• _What to do_
Copy out each line of the data that contains "path".
[Opening Data to use section]
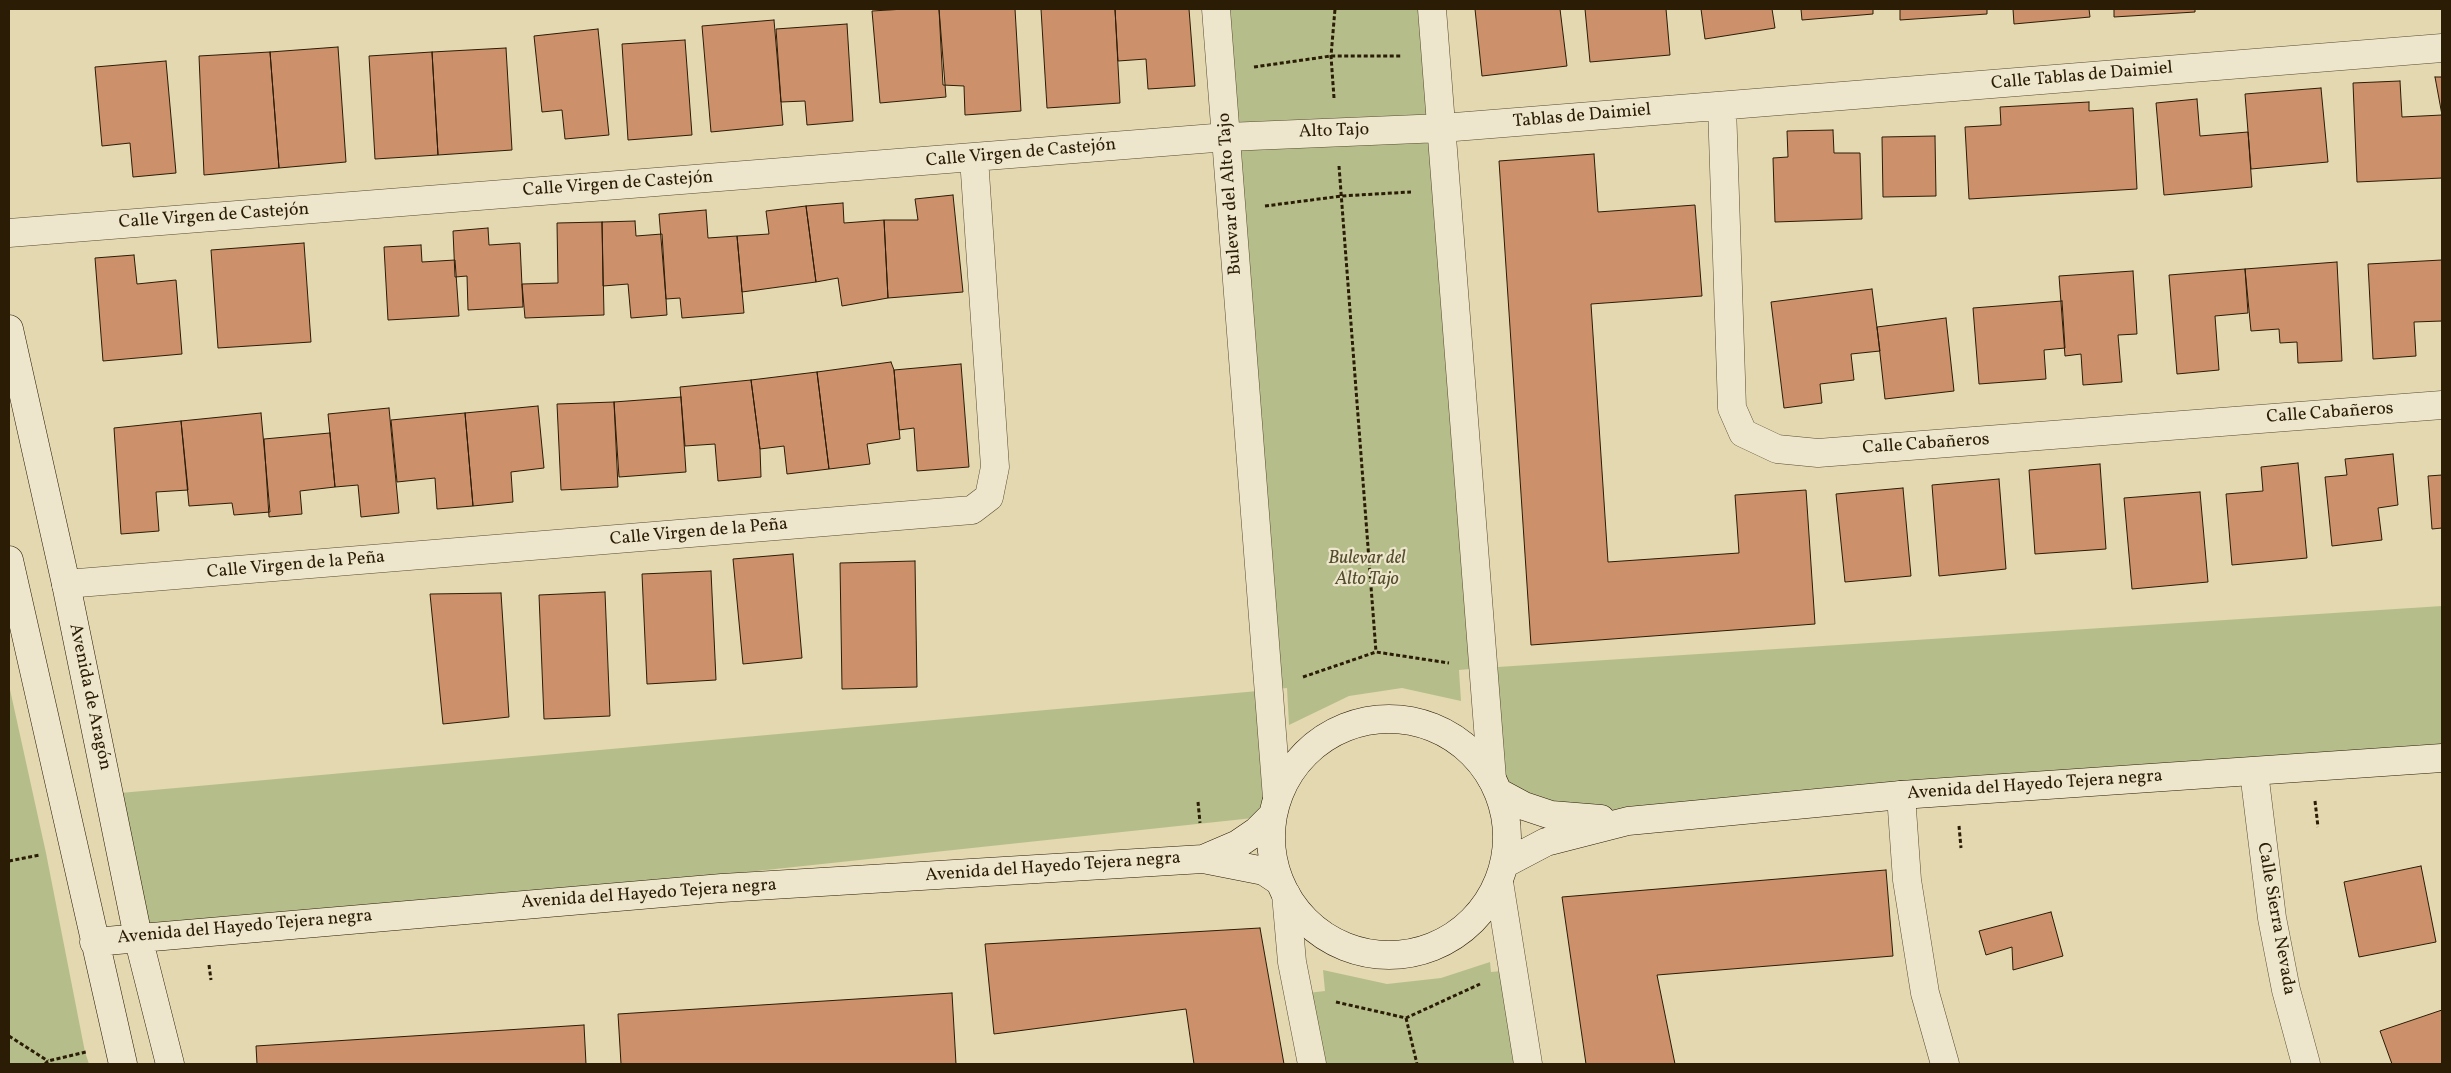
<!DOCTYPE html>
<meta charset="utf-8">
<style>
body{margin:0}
#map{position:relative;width:2451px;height:1073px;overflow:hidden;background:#e4d8b1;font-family:Vollkorn,serif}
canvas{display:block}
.frame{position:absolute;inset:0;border:10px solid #2b1c05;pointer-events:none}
</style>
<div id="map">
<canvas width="2451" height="1073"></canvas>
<div class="frame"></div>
</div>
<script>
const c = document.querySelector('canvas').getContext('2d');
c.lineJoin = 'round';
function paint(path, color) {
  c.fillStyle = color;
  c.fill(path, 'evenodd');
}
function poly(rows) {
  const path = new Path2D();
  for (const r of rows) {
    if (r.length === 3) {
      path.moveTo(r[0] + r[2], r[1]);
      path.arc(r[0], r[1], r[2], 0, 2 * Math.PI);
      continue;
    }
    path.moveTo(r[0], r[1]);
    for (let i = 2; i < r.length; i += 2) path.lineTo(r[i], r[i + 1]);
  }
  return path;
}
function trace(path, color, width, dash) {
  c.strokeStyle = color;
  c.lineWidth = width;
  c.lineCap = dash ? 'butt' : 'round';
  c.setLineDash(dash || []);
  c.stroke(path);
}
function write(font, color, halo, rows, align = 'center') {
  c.font = font + ' Vollkorn,serif';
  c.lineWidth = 4.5;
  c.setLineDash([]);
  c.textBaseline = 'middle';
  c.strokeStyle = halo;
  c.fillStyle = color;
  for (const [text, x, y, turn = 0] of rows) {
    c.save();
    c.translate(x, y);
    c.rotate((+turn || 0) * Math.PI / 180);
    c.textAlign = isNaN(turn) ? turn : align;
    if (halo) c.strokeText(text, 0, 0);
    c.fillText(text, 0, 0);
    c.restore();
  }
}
paint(poly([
 [1218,9,1427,9,1482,668,2442,606,2442,758,1628,821,1498,792,1482,668,1459,670,1461,701,1402,688,1349,696,1289,725,1287,688,1269,690,1272,816,138,937,109,794,1269,690],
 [9,685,46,853,85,1052,89,1064,9,1064],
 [1490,962,1491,972,1513,970,1528,1064,1321,1064,1299,994,1325,991,1323,970,1387,984,1441,978]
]), '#b5be8a');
const building = poly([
 [905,9,939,9,946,97,880,103,872,11,905,9],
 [939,9,1015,9,1021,111,965,115,964,86,943,85,939,9],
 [1041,9,1115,9,1120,103,1047,108,1041,9],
 [1115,9,1189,9,1195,86,1148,89,1146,59,1118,61,1115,9],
 [1475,9,1560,9,1567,66,1482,76,1475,9],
 [1585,9,1666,9,1670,55,1590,62,1585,9],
 [1701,9,1772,9,1775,28,1705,39,1701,9],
 [1801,9,1873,9,1873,14,1802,20,1801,9],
 [1900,9,1987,9,1987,14,1900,20,1900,9],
 [2013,9,2089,9,2090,17,2014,24,2013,9],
 [2114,9,2195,9,2195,12,2114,17,2114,9],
 [774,20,783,125,711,132,702,26,774,20],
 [847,24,853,121,807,125,805,101,781,102,776,29,847,24],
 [598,29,609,135,565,139,562,110,542,112,534,36,598,29],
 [685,40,692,135,628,140,622,44,685,40],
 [338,47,346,162,279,168,270,52,338,47],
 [506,48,512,150,438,155,432,52,506,48],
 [270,52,279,168,204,175,199,56,270,52],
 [432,52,438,155,375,159,369,56,432,52],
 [166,61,176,173,133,177,130,143,102,146,95,67,166,61],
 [2435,77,2442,77,2442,119,2442,115,2435,77],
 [2400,81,2402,117,2442,115,2442,178,2357,182,2353,83,2400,81],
 [2321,88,2328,162,2251,169,2245,94,2321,88],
 [2197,99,2200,136,2248,132,2252,187,2164,195,2156,103,2197,99],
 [2089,102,2089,111,2133,108,2137,189,1969,199,1965,127,2001,125,2000,107,2089,102],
 [1833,130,1834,153,1860,153,1862,219,1775,222,1773,158,1788,157,1787,131,1833,130],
 [1935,136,1936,196,1883,197,1882,137,1935,136],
 [1594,154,1598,212,1695,205,1702,296,1591,304,1608,562,1739,553,1735,495,1806,490,1815,624,1531,645,1499,161,1594,154],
 [953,195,963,292,888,298,884,220,918,220,915,199,953,195],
 [843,203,844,223,884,220,888,298,842,306,838,278,816,282,806,206,843,203],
 [806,206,816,282,742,292,737,236,769,234,766,211,806,206],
 [706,210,708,238,737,236,744,313,682,318,680,298,666,299,659,214,706,210],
 [635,221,636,236,662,234,667,315,631,318,628,284,603,286,602,222,635,221],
 [602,222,604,315,525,318,522,284,558,283,557,223,602,222],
 [488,228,489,245,520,243,523,307,468,310,467,276,455,277,453,231,488,228],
 [304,243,311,342,218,348,211,250,304,243],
 [421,245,422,262,455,260,459,316,388,320,384,247,421,245],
 [134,255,137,284,176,280,182,354,103,361,95,258,134,255],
 [2442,260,2442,321,2414,322,2416,356,2373,359,2368,264,2442,260],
 [2337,262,2342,361,2298,363,2297,342,2280,343,2279,329,2251,331,2245,269,2337,262],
 [2245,269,2248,313,2215,316,2219,370,2177,374,2169,275,2245,269],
 [2133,271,2137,334,2118,335,2122,382,2083,385,2081,354,2065,356,2059,276,2133,271],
 [1872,289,1880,351,1851,354,1854,380,1820,384,1822,403,1784,408,1771,302,1872,289],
 [2062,301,2065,348,2044,350,2046,379,1979,384,1973,308,2062,301],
 [1946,318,1954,391,1885,399,1877,327,1946,318],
 [891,362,894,370,900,439,867,444,870,464,829,469,817,372,891,362],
 [961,364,969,467,917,471,914,428,899,430,894,370,961,364],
 [817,372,829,469,787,474,784,446,760,449,751,380,817,372],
 [751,380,760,449,761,477,718,481,715,444,685,446,680,387,751,380],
 [681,397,686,472,619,477,614,402,681,397],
 [614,402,618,487,561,490,557,404,614,402],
 [538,406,544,468,511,472,513,502,473,506,465,413,538,406],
 [389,408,399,513,361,517,358,485,335,487,328,414,389,408],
 [261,413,270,512,234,515,232,503,189,506,181,421,261,413],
 [465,413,473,506,437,509,435,478,397,482,391,420,465,413],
 [181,421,188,490,156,492,159,531,121,534,114,428,181,421],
 [330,433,335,487,300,491,302,514,269,517,264,439,330,433],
 [2393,454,2398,505,2378,508,2382,540,2332,546,2325,477,2347,475,2345,459,2393,454],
 [2298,463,2307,558,2232,565,2226,494,2263,491,2261,467,2298,463],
 [2100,464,2106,549,2035,554,2029,470,2100,464],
 [2442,475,2442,528,2432,529,2428,476,2442,475],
 [1999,479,2006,569,1939,576,1932,485,1999,479],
 [1903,488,1911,576,1845,582,1836,494,1903,488],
 [2200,492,2208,582,2132,589,2124,498,2200,492],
 [793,554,802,658,743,664,733,559,793,554],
 [915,561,917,687,842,689,840,563,915,561],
 [711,571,716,680,647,684,642,574,711,571],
 [605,592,610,716,544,719,539,595,605,592],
 [501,593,509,717,443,724,430,594,501,593],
 [2421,866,2436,942,2359,957,2344,882,2421,866],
 [1886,870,1893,956,1657,975,1675,1064,1586,1064,1562,897,1886,870],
 [2051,912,2063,956,2013,970,2012,947,1986,955,1979,931,2051,912],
 [1260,928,1284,1064,1194,1064,1186,1009,994,1034,985,944,1260,928],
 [952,993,956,1064,621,1064,618,1014,952,993],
 [2442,1010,2442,1064,2392,1064,2380,1031,2442,1010],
 [584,1025,586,1064,257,1064,256,1046,584,1025]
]);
paint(building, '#cc906b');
trace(building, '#2b1c05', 1);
const street = poly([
 [1216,9,1277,798],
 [1432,9,1492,779],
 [1722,106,1732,408,1743,433,1777,449,1818,453,2442,405],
 [9,233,1227,137,1442,128,2442,48],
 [66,584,972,510,989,497,995,467,974,158],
 [2254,772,2272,918,2286,990,2306,1064],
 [1901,795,1907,880,1925,993,1945,1064],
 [1499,882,1528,1064],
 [1286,894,1292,962,1312,1064]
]);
const secondary = poly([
 [9,329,66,584,138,937,170,1064],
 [9,560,123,1064],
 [1389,837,118],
 [1498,792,1524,806,1551,815,1601,819],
 [1203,859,1238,844,1257,831,1272,816],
 [1508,862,1546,842,1628,821,1901,795,2442,758],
 [94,942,722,888,1203,859,1264,871,1279,881]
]);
trace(street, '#594b30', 29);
trace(secondary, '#2b1c05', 29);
trace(poly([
 [1254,67,1331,56,1402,56],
 [1334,98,1331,56,1335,9],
 [1339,166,1376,652],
 [1265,206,1342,196,1411,192],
 [1303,677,1376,652,1449,663],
 [2315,801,2318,827],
 [1198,802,1200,823],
 [1959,826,1961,848],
 [9,861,40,855],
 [209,965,211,980],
 [1336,1002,1406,1018,1480,984],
 [1406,1018,1417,1064],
 [9,1036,48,1061],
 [45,1064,48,1061,86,1052]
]), '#2b1c05', 3, [4, 2.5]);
trace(street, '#ede6cc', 28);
trace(secondary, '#ede6cc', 28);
write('18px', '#2b1c05', '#ede6cc', [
 ["Calle Tablas de Daimiel",2082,77,-5],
 ["Tablas de Daimiel",1582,117,-5],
 ["Alto Tajo",1334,132,-2],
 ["Calle Virgen de Castejón",1021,154,-5],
 ["Calle Virgen de Castejón",618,185,-4],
 ["Bulevar del Alto Tajo",1231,194,-94],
 ["Calle Virgen de Castejón",214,217,-4],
 ["Calle Cabañeros",2330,414,-4],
 ["Calle Cabañeros",1926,445,-4],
 ["Calle Virgen de la Peña",699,533,-5],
 ["Calle Virgen de la Peña",296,566,-5],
 ["Avenida de Aragón",89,697,78],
 ["Avenida del Hayedo Tejera negra",2035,786,-4],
 ["Avenida del Hayedo Tejera negra",1053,868,-4],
 ["Avenida del Hayedo Tejera negra",649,895,-4],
 ["Calle Sierra Nevada",2275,919,80],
 ["Avenida del Hayedo Tejera negra",245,928,-5]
]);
write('italic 18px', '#544d2d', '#ede6cc', [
 ["Bulevar del",1367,560],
 ["Alto Tajo",1367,581]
]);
</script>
[Closing Data to use section]
• _Solution for this task_
function paint(path, color) {
  c.fill(path, 'evenodd');
  const path = new Path2D();
      path.moveTo(r[0] + r[2], r[1]);
      path.arc(r[0], r[1], r[2], 0, 2 * Math.PI);
    path.moveTo(r[0], r[1]);
    for (let i = 2; i < r.length; i += 2) path.lineTo(r[i], r[i + 1]);
  return path;
function trace(path, color, width, dash) {
  c.stroke(path);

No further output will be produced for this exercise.